→ **WHAT THE TASK REQUIRES**: Restate the following data in its entirety, word for word and without images.

→ **SUPPLIED RECORDS**:
----

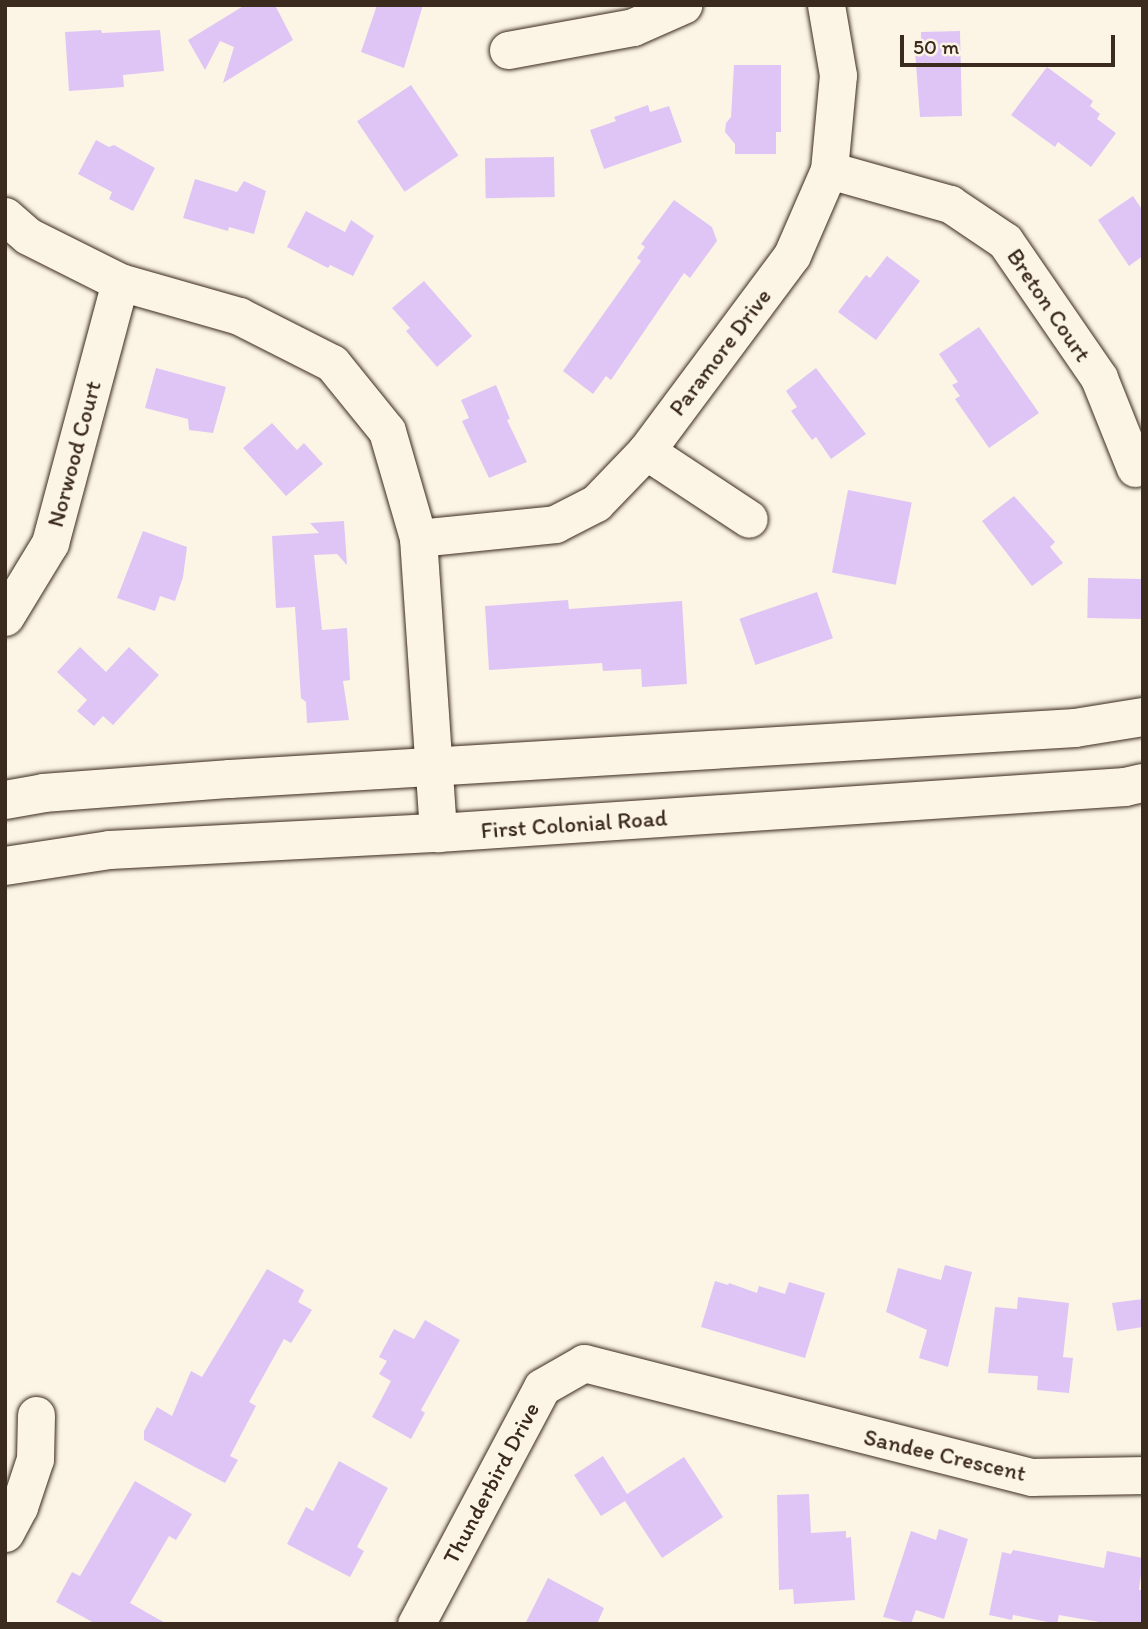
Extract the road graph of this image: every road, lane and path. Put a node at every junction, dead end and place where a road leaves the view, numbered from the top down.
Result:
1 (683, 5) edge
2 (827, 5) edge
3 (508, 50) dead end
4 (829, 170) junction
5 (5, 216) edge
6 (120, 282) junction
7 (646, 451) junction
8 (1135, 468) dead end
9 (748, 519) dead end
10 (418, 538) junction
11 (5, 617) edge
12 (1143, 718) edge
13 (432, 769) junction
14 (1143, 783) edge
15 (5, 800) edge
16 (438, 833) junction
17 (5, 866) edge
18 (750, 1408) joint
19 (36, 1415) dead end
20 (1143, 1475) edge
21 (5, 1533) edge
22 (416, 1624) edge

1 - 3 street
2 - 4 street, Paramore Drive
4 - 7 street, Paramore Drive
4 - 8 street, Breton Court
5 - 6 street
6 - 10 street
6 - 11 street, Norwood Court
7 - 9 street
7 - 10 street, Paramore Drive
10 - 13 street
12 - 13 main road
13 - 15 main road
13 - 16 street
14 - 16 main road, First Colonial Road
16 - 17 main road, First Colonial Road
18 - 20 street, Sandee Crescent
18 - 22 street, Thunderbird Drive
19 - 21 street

----

→ **ANSWER TO THE PROBLEM**:
Extract the road graph of this image: every road, lane and path. Put a node at every junction, dead end and place where a road leaves the view, numbered from the top down.
Result:
1 (683, 5) edge
2 (827, 5) edge
3 (508, 50) dead end
4 (829, 170) junction
5 (5, 216) edge
6 (120, 282) junction
7 (646, 451) junction
8 (1135, 468) dead end
9 (748, 519) dead end
10 (418, 538) junction
11 (5, 617) edge
12 (1143, 718) edge
13 (432, 769) junction
14 (1143, 783) edge
15 (5, 800) edge
16 (438, 833) junction
17 (5, 866) edge
18 (750, 1408) joint
19 (36, 1415) dead end
20 (1143, 1475) edge
21 (5, 1533) edge
22 (416, 1624) edge

1 - 3 street
2 - 4 street, Paramore Drive
4 - 7 street, Paramore Drive
4 - 8 street, Breton Court
5 - 6 street
6 - 10 street
6 - 11 street, Norwood Court
7 - 9 street
7 - 10 street, Paramore Drive
10 - 13 street
12 - 13 main road
13 - 15 main road
13 - 16 street
14 - 16 main road, First Colonial Road
16 - 17 main road, First Colonial Road
18 - 20 street, Sandee Crescent
18 - 22 street, Thunderbird Drive
19 - 21 street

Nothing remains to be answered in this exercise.